And if you don’t live in one of a handful of urban areas along the coasts, you are unlikely to get a job in one of them.
Boston, Seattle, San Diego, San Francisco and Silicon Valley captured nine out of 10 jobs created in these industries from 2005 to 2017, according to a report released Monday. By 2017, these five metropolitan regions had accumulated almost a quarter of these jobs, up from under 18% a dozen years earlier. On the other end, about half of America’s 382 metro areas — including big cities like Los Angeles, Chicago and Philadelphia — lost such jobs.
And the concentration of prosperity does not appear to be slowing down.
America’s deepening inequality has become a cause for alarm. The picture of a country cloven between a small set of prosperous urban “haves” and a large collection of “have-nots” has come sharply into focus as an opioid epidemic has overtaken vast swaths of the country. It gained the attention of the political class in 2016, when voters across the industrial heartland embraced Donald Trump’s populist message.
The search for ideas that could improve the economic conditions of deprived areas, long derided by economists as a fool’s errand — why spend money on improving the lot of places rather than people, many experts argued — is now at the top of policymakers’ lists.
The report is by Mark Muro and Jacob Whiton from the Brookings Institution’s Metropolitan Policy Program, and Rob Atkinson of the Information Technology and Innovation Foundation, a research group that gets funding from tech and telecom companies. They identified 13 “innovation industries” — which include aerospace, communications equipment production and chemical manufacturing — where at least 45% of the workforce has degrees in science, tech, engineering or math, and where investments in research and development amount to at least $20,000 per worker.
The authors argue that a broad federal push is needed to spread the business of invention beyond the 20 cities that dominate it. “Hoping for economic convergence to reassert itself would not be a good strategy,” Muro said.
Expanding the knowledge economy across all of America might indeed be a fool’s errand. As Atkinson noted, Erie, Pennsylvania, and Flint, Michigan, might never attract the Googles or Apples of the world. But mid-size cities like St. Louis, Pittsburgh and Columbus, Ohio, could feasibly transform into hubs of technological entrepreneurship.
The report’s authors propose identifying eight to 10 cities, far from the coasts, that already have a research university and a critical mass of people with advanced degrees. The government would then spend about $700 million a year for research and development in each of them for a decade. Lawmakers could give high-tech businesses that set up shop in these cities tax and regulatory breaks. Atkinson suggested a limited break from antitrust law to allow businesses to coordinate location decisions.

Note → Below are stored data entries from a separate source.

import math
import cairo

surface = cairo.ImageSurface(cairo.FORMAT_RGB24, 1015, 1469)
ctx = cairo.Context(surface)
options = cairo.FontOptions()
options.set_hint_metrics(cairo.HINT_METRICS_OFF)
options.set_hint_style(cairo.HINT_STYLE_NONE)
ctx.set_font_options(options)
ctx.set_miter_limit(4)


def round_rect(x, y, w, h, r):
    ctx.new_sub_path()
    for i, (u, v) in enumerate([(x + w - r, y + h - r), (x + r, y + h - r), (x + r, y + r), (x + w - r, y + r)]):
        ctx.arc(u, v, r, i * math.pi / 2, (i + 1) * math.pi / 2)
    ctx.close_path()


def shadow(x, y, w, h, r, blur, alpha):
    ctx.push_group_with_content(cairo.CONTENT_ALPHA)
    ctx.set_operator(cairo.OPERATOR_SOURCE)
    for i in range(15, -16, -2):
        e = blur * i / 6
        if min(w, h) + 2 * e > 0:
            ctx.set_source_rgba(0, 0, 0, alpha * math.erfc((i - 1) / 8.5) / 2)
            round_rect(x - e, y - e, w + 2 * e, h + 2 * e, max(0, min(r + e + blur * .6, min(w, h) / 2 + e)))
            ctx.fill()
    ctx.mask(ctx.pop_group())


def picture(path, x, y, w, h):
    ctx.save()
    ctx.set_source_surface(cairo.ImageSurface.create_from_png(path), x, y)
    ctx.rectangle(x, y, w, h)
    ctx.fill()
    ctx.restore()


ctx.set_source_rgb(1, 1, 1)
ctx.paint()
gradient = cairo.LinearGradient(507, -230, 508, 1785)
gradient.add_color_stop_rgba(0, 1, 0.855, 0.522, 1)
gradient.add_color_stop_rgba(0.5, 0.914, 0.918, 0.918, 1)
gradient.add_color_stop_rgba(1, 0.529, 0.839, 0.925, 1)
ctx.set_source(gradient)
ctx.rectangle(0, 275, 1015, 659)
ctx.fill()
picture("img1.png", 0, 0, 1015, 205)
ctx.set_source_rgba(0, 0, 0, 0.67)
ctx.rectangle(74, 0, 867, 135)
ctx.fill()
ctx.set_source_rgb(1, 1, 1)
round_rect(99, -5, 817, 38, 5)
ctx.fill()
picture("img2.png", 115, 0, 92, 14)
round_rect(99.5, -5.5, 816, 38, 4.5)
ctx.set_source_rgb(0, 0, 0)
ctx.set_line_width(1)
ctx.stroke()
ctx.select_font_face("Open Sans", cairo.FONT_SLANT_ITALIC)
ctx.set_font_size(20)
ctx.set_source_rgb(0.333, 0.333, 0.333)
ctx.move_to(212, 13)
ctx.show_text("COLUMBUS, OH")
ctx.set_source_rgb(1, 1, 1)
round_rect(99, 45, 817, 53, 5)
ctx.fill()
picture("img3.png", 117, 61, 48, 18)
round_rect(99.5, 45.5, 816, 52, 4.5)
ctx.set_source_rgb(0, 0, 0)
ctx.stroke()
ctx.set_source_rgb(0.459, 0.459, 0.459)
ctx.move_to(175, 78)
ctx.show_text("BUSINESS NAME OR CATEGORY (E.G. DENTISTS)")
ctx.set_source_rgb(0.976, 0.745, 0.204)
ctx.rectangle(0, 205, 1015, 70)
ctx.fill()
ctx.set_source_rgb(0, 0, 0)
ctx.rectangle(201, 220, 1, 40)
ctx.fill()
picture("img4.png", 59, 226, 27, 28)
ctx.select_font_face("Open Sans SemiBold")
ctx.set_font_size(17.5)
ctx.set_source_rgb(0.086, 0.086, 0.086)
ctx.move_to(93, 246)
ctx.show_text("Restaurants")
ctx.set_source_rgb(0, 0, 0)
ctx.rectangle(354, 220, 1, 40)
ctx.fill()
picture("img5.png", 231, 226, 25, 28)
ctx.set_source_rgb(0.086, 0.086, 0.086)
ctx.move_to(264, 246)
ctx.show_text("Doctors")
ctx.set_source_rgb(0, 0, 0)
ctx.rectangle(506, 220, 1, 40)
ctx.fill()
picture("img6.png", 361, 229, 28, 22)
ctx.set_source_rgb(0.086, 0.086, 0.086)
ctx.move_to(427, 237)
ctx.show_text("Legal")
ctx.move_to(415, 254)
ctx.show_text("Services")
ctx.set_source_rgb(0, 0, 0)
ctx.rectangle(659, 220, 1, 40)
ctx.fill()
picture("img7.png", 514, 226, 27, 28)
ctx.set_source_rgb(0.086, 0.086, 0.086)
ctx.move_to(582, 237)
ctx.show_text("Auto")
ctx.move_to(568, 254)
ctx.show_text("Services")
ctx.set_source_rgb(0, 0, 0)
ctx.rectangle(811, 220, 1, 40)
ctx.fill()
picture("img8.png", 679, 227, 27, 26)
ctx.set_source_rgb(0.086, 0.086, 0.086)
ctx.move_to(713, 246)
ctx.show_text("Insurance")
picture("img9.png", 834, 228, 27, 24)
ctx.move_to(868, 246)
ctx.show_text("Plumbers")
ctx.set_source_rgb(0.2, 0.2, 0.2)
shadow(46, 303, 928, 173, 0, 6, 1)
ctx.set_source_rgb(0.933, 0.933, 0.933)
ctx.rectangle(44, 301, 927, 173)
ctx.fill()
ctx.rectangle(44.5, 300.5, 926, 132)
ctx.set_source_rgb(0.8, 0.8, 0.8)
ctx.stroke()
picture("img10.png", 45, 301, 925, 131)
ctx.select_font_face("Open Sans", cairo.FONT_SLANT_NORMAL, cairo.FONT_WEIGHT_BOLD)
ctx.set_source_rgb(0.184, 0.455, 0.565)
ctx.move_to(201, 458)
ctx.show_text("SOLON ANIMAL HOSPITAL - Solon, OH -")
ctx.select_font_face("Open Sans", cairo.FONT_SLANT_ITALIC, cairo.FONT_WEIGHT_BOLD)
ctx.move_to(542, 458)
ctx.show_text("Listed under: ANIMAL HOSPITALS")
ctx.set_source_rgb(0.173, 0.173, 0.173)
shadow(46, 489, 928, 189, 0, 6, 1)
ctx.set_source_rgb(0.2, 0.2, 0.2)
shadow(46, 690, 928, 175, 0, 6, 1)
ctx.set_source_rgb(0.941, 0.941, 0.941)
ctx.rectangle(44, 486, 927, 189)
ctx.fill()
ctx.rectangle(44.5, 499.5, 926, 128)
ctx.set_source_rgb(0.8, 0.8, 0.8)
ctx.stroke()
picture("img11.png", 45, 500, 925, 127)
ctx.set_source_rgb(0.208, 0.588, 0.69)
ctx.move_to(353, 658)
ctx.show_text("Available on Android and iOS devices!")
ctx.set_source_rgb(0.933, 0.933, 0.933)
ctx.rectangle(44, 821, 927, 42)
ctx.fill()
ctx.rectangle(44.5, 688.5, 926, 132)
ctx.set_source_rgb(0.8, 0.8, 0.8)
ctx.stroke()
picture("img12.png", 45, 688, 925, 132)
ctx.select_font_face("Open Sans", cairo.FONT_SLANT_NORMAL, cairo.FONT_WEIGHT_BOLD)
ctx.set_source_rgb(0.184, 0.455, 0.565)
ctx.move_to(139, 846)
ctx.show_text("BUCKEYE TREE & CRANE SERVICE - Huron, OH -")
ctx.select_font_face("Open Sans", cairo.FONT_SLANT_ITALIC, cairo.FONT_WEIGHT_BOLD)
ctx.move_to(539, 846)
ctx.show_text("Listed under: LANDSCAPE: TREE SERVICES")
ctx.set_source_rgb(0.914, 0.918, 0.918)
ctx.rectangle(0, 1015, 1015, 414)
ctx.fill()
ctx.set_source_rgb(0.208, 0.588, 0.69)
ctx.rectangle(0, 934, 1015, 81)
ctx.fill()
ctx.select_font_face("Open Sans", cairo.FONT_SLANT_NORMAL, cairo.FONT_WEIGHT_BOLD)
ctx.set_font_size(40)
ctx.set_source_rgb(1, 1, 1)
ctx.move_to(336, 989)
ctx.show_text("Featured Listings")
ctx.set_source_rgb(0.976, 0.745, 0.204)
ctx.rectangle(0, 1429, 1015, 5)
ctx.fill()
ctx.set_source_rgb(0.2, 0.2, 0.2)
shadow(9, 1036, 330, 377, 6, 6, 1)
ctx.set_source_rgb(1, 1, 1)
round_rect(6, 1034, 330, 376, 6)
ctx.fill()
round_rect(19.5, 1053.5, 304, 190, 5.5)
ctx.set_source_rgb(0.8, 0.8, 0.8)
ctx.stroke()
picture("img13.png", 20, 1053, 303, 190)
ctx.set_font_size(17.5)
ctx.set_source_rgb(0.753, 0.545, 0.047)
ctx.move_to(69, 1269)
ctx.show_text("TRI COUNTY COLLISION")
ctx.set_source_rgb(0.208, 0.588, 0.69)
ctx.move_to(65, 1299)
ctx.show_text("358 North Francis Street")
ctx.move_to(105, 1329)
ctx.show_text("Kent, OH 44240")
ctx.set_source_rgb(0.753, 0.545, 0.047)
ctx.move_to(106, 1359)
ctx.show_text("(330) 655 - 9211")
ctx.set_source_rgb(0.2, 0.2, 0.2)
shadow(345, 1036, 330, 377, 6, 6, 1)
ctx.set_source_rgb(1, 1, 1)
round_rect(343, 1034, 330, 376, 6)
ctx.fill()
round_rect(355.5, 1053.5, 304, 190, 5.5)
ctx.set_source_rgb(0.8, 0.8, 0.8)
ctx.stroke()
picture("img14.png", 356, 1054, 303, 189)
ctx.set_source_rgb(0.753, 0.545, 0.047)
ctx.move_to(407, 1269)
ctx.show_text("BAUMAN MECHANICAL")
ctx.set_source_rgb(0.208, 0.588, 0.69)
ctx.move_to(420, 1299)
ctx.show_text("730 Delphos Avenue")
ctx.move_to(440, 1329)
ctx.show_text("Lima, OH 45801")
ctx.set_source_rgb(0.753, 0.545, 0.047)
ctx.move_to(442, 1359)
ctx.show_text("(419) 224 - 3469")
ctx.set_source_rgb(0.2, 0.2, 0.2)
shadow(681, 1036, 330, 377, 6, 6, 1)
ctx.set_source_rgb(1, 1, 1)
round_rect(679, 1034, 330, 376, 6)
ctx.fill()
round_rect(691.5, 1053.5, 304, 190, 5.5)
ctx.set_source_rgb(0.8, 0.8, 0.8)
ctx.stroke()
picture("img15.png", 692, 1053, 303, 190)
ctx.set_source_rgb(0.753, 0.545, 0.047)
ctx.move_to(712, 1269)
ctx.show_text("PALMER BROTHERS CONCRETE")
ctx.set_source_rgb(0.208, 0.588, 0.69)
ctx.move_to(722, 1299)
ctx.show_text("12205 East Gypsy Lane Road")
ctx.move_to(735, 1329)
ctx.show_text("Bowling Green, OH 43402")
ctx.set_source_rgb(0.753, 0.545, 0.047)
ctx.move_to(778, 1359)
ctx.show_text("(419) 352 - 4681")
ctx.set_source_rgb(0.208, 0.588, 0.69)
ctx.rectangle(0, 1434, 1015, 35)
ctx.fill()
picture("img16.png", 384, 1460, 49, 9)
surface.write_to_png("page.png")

Battling the forces driving concentration will be tough. Unlike the manufacturing industries of the 20th century, which competed largely on cost, the tech businesses compete on having the next best thing. Cheap labor, which can help attract manufacturers to depressed areas, doesn’t work as an incentive. Instead, innovation industries cluster in cities where there are lots of highly educated workers, sophisticated suppliers and research institutions.
Unlike businesses in, say, retail or health care, innovation businesses experience a sharp rise in the productivity of their workers if they are in places with lots of other such workers, according to research by Enrico Moretti, who is an economist at the University of California, Berkeley, and others.
Other industries and workers are also better off if they have the good fortune of being near leading-edge companies. The report points out that the average output per worker in the 20 cities with the most employment in the 13 high-tech industries is $109,443, one-third more than in the other 363 metros across the country.
The cycle is hard to break: Young educated workers will flock to cities with large knowledge industries because that’s where they will find the best opportunities to earn and learn and have fun. And startups will go there to seek them out.
Even skyrocketing housing costs have not stopped the concentration of talent in a few superstar cities. High-tech companies that seek cheaper places to set up beyond their hubs often go to Bangalore, India, rather than Birmingham, Alabama.
“They keep the core team in Silicon Valley or Seattle but put the other stuff in Shenzhen or Vancouver or Bangalore,” Atkinson said. Shenzhen, China, may not be much cheaper than Indianapolis, he added, but Shenzhen is already a tech hub in its own right.
It is uncertain whether government support could pull innovation out of the clutches of superstar cities. The proposal by Brookings and the Information Technology Foundation will not come cheap: They estimate a $100 billion price tag over 10 years.
The payoff, however, would extend beyond the new technology hubs. Jon Gruber, an economist at the Massachusetts Institute of Technology, noted that in a world where Cincinnati becomes a hub of entrepreneurship, “we don’t need to fix opioid country” in Appalachia. That’s because many of those areas are within commuting distance of Cincinnati.
What’s more, not trying also entails risks. In his book “Jump-Starting America,” Gruber and his co-writer, MIT’s Simon Johnson, argue for a sustained national effort to seed new technology clusters widely. Without federal government support, Gruber said, the United States is unlikely to produce many new high-tech hubs.
The risk, he said, is not only that much of America will be left to founder as superstar cities become more congested and less affordable. Political support for publicly funded research will crumble unless more of the country enjoys the benefits from innovation.